Personal information
- Full name: Noah Chidiebere Junior Anyanwu Ohio
- Date of birth: 16 January 2003 (age 23)
- Place of birth: Almere, Netherlands
- Height: 1.83 m (6 ft 0 in)
- Position: Forward

Team information
- Current team: Utrecht

Youth career
- 0000–2015: FC Almere
- 2015–2016: Manchester United
- 2016–2019: Manchester City
- 2019–2021: RB Leipzig

Senior career*
- Years: Team / Apps / (Gls)
- 2021–2022: RB Leipzig / 0 / (0)
- 2021: → Vitesse (loan) / 4 / (0)
- 2021: → Austria Wien II (loan) / 1 / (0)
- 2021–2022: → Austria Wien (loan) / 30 / (5)
- 2022: Standard Liège II / 4 / (2)
- 2022–2024: Standard Liège / 41 / (5)
- 2024: → Hull City (loan) / 8 / (3)
- 2024–: Utrecht / 26 / (5)
- 2025–: Jong Utrecht / 11 / (11)
- 2026: → Valladolid (loan) / 4 / (0)

International career^{‡}
- 2018: Netherlands U15 / 3 / (2)
- 2018–2019: Netherlands U16 / 4 / (4)
- 2018–2019: England U16 / 6 / (1)
- 2022: Netherlands U19 / 3 / (1)
- 2023–2025: Netherlands U21 / 22 / (9)

= Noah Ohio =

Dutch footballer (born 2003)

Noah Chidiebere Junior Anyanwu Ohio (born 16 January 2003) is a Dutch professional footballer who plays as a forward for club Utrecht.

==Club career==
Born in the Netherlands, Ohio joined Manchester United in 2015 before joining Manchester City the following year. In June 2019, he agreed to join the youth academy of Bundesliga side RB Leipzig. In January 2021, Ohio joined Eredivisie side Vitesse on an 18-month loan deal. On 27 January 2021, he made his professional debut, coming on as a late substitute in a defeat against VVV-Venlo.

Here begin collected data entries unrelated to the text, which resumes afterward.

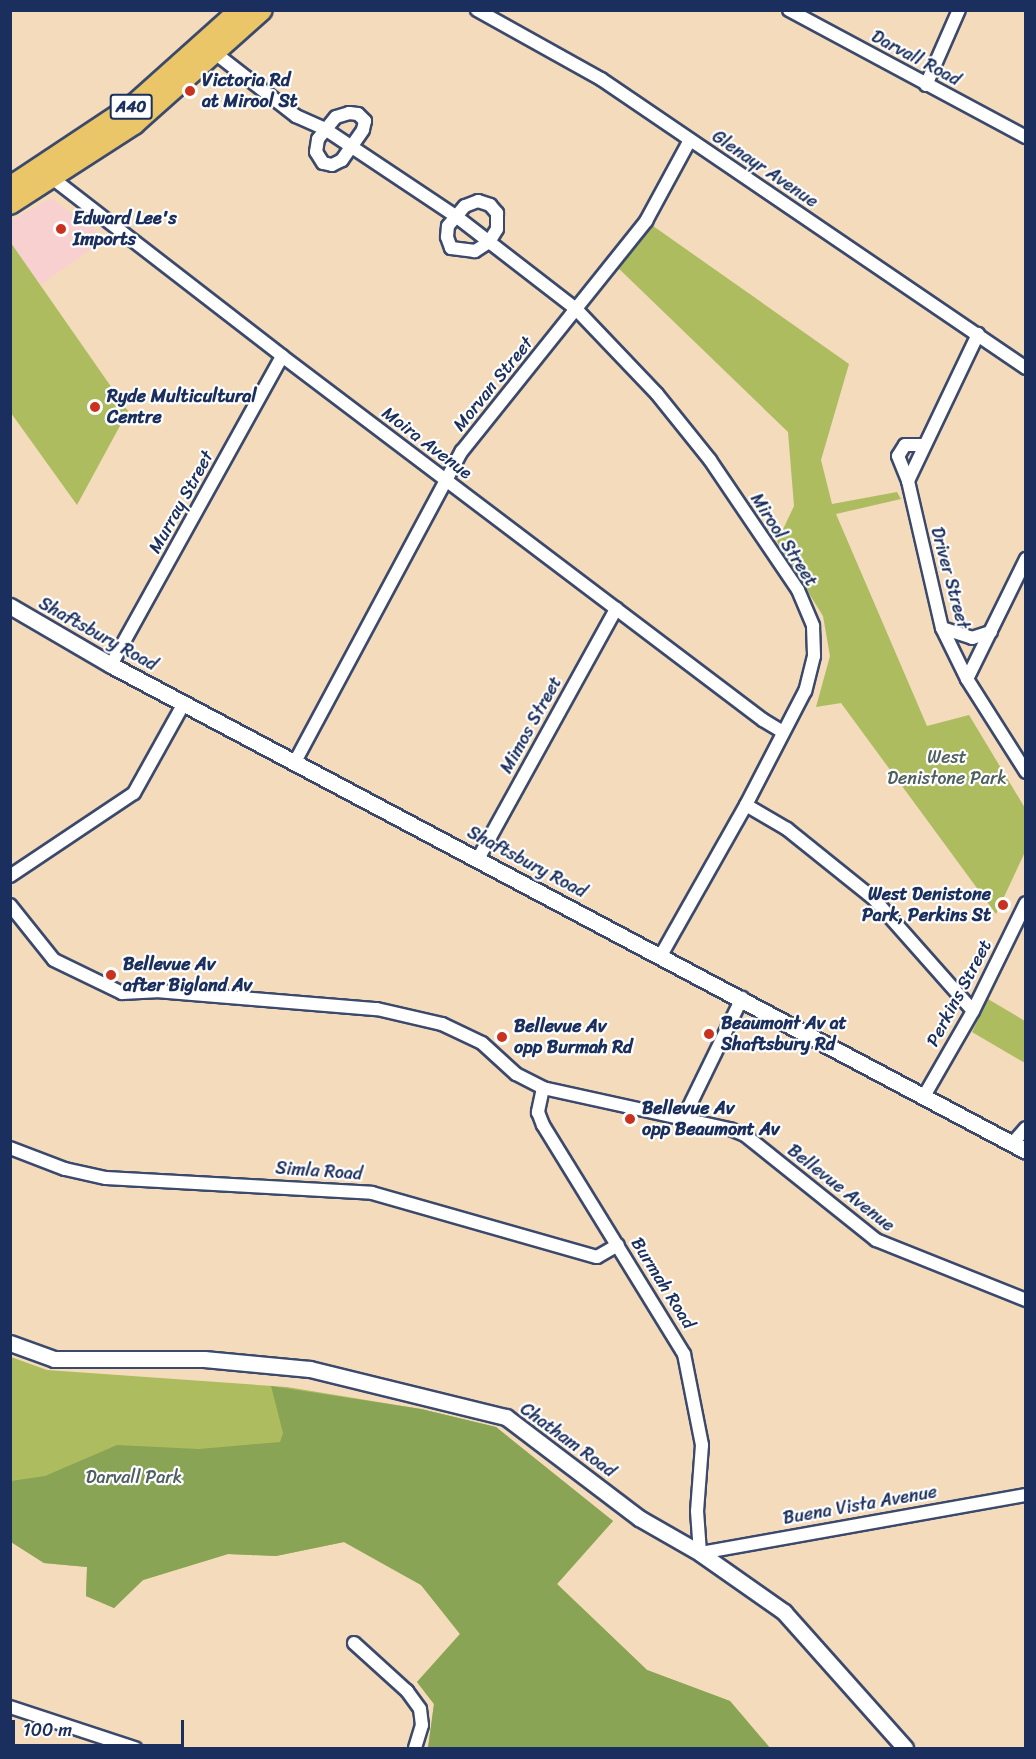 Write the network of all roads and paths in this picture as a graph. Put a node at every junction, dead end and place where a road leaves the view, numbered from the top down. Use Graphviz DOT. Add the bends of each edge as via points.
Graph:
graph roads {
  1 [pos="240,10"];
  2 [pos="262,10"];
  3 [pos="477,10"];
  4 [pos="789,10"];
  5 [pos="959,10"];
  6 [pos="215,52"];
  7 [pos="926,85"];
  8 [pos="325,129"];
  9 [pos="1026,137"];
  10 [pos="690,140"];
  11 [pos="352,148"];
  12 [pos="52,178"];
  13 [pos="10,187"];
  14 [pos="10,204"];
  15 [pos="457,217"];
  16 [pos="489,242"];
  17 [pos="576,309"];
  18 [pos="978,334"];
  19 [pos="282,356"];
  20 [pos="1026,368"];
  21 [pos="923,444"];
  22 [pos="447,480"];
  23 [pos="908,482"];
  24 [pos="1026,559"];
  25 [pos="10,606"];
  26 [pos="616,609"];
  27 [pos="942,628"];
  28 [pos="991,632"];
  29 [pos="111,664"];
  30 [pos="967,679"];
  31 [pos="184,703"];
  32 [pos="783,732"];
  33 [pos="296,760"];
  34 [pos="1026,772"];
  35 [pos="746,805"];
  36 [pos="478,859"];
  37 [pos="10,876"];
  38 [pos="1026,903"];
  39 [pos="10,905"];
  40 [pos="661,955"];
  41 [pos="742,998"];
  42 [pos="973,1011"];
  43 [pos="543,1088"];
  44 [pos="923,1098"];
  45 [pos="683,1119"];
  46 [pos="1026,1128"];
  47 [pos="10,1148"];
  48 [pos="1019,1148"];
  49 [pos="618,1245"];
  50 [pos="1026,1300"];
  51 [pos="10,1343"];
  52 [pos="1026,1495"];
  53 [pos="700,1552"];
  54 [pos="354,1643"];
  55 [pos="10,1707"];
  56 [pos="135,1749"];
  57 [pos="415,1749"];
  58 [pos="905,1749"];
  1 -- 13 [label="highway, A40" via="135,104"];
  2 -- 6 [label="highway, A40"];
  3 -- 10 [label="street, Glenayr Avenue" via="601,79"];
  4 -- 7 [label="street, Darvall Road"];
  5 -- 7 [label="street"];
  6 -- 8 [label="street, Mirool Street" via="296,116"];
  6 -- 12 [label="highway, A40" via="134,124"];
  7 -- 9 [label="street, Darvall Road"];
  8 -- 11 [label="street, Mirool Street"];
  8 -- 11 [label="street" via="316,152 323,163 332,165 342,160"];
  8 -- 11 [label="street" via="336,117 358,114 364,121 363,130"];
  10 -- 17 [label="street, Morvan Street" via="646,221"];
  10 -- 18 [label="street, Glenayr Avenue"];
  11 -- 15 [label="street, Mirool Street"];
  12 -- 14 [label="highway, A40"];
  12 -- 19 [label="street, Moira Avenue"];
  15 -- 16 [label="street, Mirool Street"];
  15 -- 16 [label="street" via="448,226 451,248 475,251"];
  15 -- 16 [label="street" via="465,206 478,201 490,205 497,213 497,229"];
  16 -- 17 [label="street, Mirool Street"];
  17 -- 22 [label="street, Morvan Street" via="462,451"];
  17 -- 32 [label="street, Mirool Street" via="657,394 710,460 798,590 813,626 814,656 805,691"];
  18 -- 20 [label="street, Glenayr Avenue"];
  18 -- 21 [label="street"];
  19 -- 22 [label="street, Moira Avenue"];
  19 -- 29 [label="street, Murray Street"];
  21 -- 23 [label="street"];
  21 -- 23 [label="street, Driver Street" via="910,443 899,452 898,462"];
  22 -- 26 [label="street, Moira Avenue"];
  22 -- 33 [label="street, Morvan Street"];
  23 -- 27 [label="street, Driver Street"];
  24 -- 28 [label="street"];
  25 -- 29 [label="street, Shaftsbury Road"];
  26 -- 32 [label="street, Moira Avenue"];
  26 -- 36 [label="street, Mimos Street"];
  27 -- 28 [label="street" via="972,638"];
  27 -- 30 [label="street, Driver Street"];
  28 -- 30 [label="street"];
  29 -- 31 [label="street, Shaftsbury Road"];
  30 -- 34 [label="street, Driver Street"];
  31 -- 33 [label="street, Shaftsbury Road"];
  31 -- 37 [label="street" via="134,793"];
  32 -- 35 [label="street, Mirool Street"];
  33 -- 36 [label="street, Shaftsbury Road"];
  35 -- 40 [label="street, Mirool Street"];
  35 -- 42 [label="street" via="787,829 874,899"];
  36 -- 40 [label="street, Shaftsbury Road"];
  38 -- 42 [label="street, Perkins Street"];
  39 -- 43 [label="street, Bellevue Avenue" via="54,960 122,993 156,991 376,1009 452,1029 482,1044 516,1074"];
  40 -- 41 [label="street, Shaftsbury Road"];
  41 -- 44 [label="street, Shaftsbury Road"];
  41 -- 45 [label="street"];
  42 -- 44 [label="street, Perkins Street"];
  43 -- 45 [label="street, Bellevue Avenue"];
  43 -- 49 [label="street, Burmah Road" via="538,1112 543,1125"];
  44 -- 48 [label="street, Shaftsbury Road"];
  45 -- 50 [label="street, Bellevue Avenue" via="745,1135 892,1250"];
  46 -- 48 [label="street"];
  47 -- 49 [label="street, Simla Road" via="65,1169 106,1178 372,1193 597,1257"];
  49 -- 53 [label="street, Burmah Road" via="684,1354 702,1445 697,1511"];
  51 -- 53 [label="street, Chatham Road" via="54,1359 204,1359 310,1370 506,1418 639,1518"];
  52 -- 53 [label="street, Buena Vista Avenue"];
  53 -- 58 [label="street, Chatham Road" via="784,1612"];
  54 -- 57 [label="street" via="407,1691 420,1709 422,1725"];
  55 -- 56 [label="street"];
} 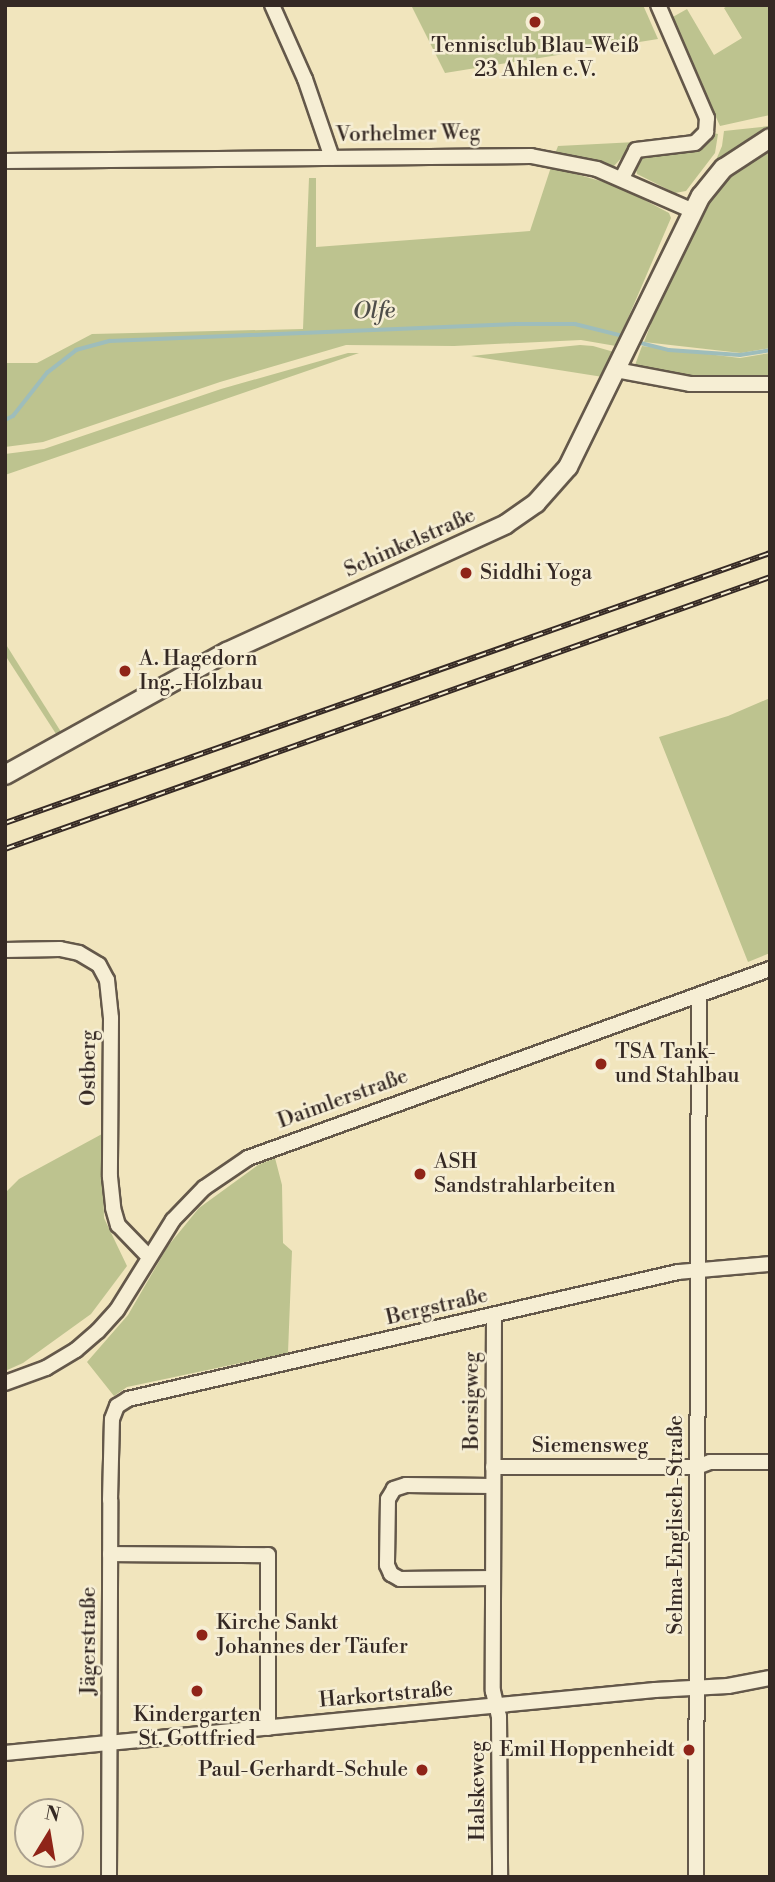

On 14 July 2022, Ohio joined Standard Liège on a four-year contract.

On 30 January 2024. he moved on loan to English cub Hull City. He made his debut for the club as a 74th-minute substitute for Anass Zaroury on 3 February in the home 1–0 win against Millwall. On his second appearance on 13 February, as a 67th-minute substitute for Zaroury he scored the winning goal in a 2–1 away match against Rotherham United. In July 2024, Ohio joined Eredivisie side Utrecht on a three-year deal.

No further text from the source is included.